From the Worldwide Faith News archives www.wfn.org


LWF President: 'Hope is an incredibly strong potential'


From FRANK.IMHOFF@ecunet.org
Date 15 Jun 2000 11:18:00

LWF COUNCIL MEETING, TURKU, FINLAND, 14-21 JUNE 2000
PRESS RELEASE NO. 2

TURKU, Finland/GENEVA, 14 June 2000, (LWI) --The president of the
Lutheran World Federation (LWF), Bishop Dr. Christian Krause, has said
that despite the myriad problems faced by people the world over today,
there is hope as portrayed in significant events in the life of the
Federation in the last few years.

In his address, "Half-time: Looking back to Hong Kong and forward from
Turku," to participants in the LWF Council meeting taking place here
from 14 to 21 June 2000, Krause pointed out that one resource human
beings have often underestimated is the ability to hope. "Hope is an
incredibly strong potential for strength. Even in extreme poverty and
under-development, it can mobilize initiatives for self-help. And, to be
honest, I cannot imagine how things would otherwise continue if the
people affected did not make themselves into participants by their
hope," he emphasized.

In his address, the bishop of the Evangelical Lutheran Church in
Brunswick told the 200 participants in the Council meeting that Turku in
June 2000 is half-time, time to take stock of what has happened and
changed since the Seventh Assembly in Hong Kong, China in 1997. It is
also the moment to contemplate on how the LWF shall continue taking into
account the obstacles in the way and planning for the next three to four
years before the next Assembly.

The LWF president described the signing of the Joint Declaration on the
Doctrine of Justification between the LWF and the Roman Catholic Church
on 31 October 1999 in Augsburg, Germany as the outstanding event in the
first half-time since Hong Kong. "Augsburg attracted greater national
and international media attention than any other church event in recent
decades. Local congregations throughout the world participated in
ecumenical celebrations and services of worship and now they are
justifiably pressing for consequences in the practical life of their
churches," Krause pointed out.

The Joint Declaration, according to Krause, stands for a new form of
ecumenical relationships in a double way. It is different from the
bilateral and multilateral documents such as the Leuenberg Agreement
(1973) between the Lutheran and Reformed churches in Europe, the Meissen
Agreement (1988) between the Church of England and the Evangelical
Church in Germany, and the Porvoo Agreement, (1996) between the British
and Irish Anglican churches and Lutheran churches in the Nordic and
Baltic regions since it is the first global agreement in which the South
has played a major part.

The LWF president told the Council participants that the Joint
Declaration represents a new form of ecumenism "in which the basic
understanding of reconciled diversity is becoming increasingly
convincing worldwide." For the LWF, the affirmation of the Joint
Declaration was a success because the instruments at the Federation's
disposal namely the Ecumenical institute in Strasbourg, the LWF
Department for Theology and Studies and the Federation's committees
especially the standing Committee for Ecumenical Affairs were used in a
cooperative way. Krause said that expanding this global network calls
for the development of working style that involves more strongly than in
the past, the institutions that are commonly shared "within the
Federation and in relation to our worldwide partners."

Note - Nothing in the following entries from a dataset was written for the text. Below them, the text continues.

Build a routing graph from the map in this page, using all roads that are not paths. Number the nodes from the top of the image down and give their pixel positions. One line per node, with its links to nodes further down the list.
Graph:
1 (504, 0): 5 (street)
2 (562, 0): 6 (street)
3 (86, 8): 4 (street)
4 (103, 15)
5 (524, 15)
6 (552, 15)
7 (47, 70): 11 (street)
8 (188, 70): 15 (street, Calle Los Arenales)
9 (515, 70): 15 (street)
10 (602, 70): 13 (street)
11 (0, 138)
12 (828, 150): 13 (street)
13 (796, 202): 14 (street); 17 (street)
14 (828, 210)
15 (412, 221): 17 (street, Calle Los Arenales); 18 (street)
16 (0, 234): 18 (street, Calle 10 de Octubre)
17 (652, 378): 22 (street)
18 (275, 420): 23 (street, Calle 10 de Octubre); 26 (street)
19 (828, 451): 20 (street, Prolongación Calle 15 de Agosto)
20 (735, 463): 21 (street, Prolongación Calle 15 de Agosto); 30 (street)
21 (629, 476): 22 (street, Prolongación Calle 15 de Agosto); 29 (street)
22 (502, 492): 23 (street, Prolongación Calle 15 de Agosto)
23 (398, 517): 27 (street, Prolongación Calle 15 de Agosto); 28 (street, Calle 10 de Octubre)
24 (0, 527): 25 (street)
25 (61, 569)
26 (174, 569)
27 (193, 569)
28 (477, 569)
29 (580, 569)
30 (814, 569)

Krause pointed that the Joint Declaration process must now go further.
However, he said, three questions must be taken in mind. These include
firstly, the continuation of the scholarly theological work on the
unanswered and far-reaching questions especially on the different
understandings of the ministry and ecclesiology. "We need a new
ecumenical theology which can tackle the changed situation in
international Christianity, including the facts already mentioned of
departing from a concentration on the North Atlantic and of growing
cooperation and participation by the historical churches in the South."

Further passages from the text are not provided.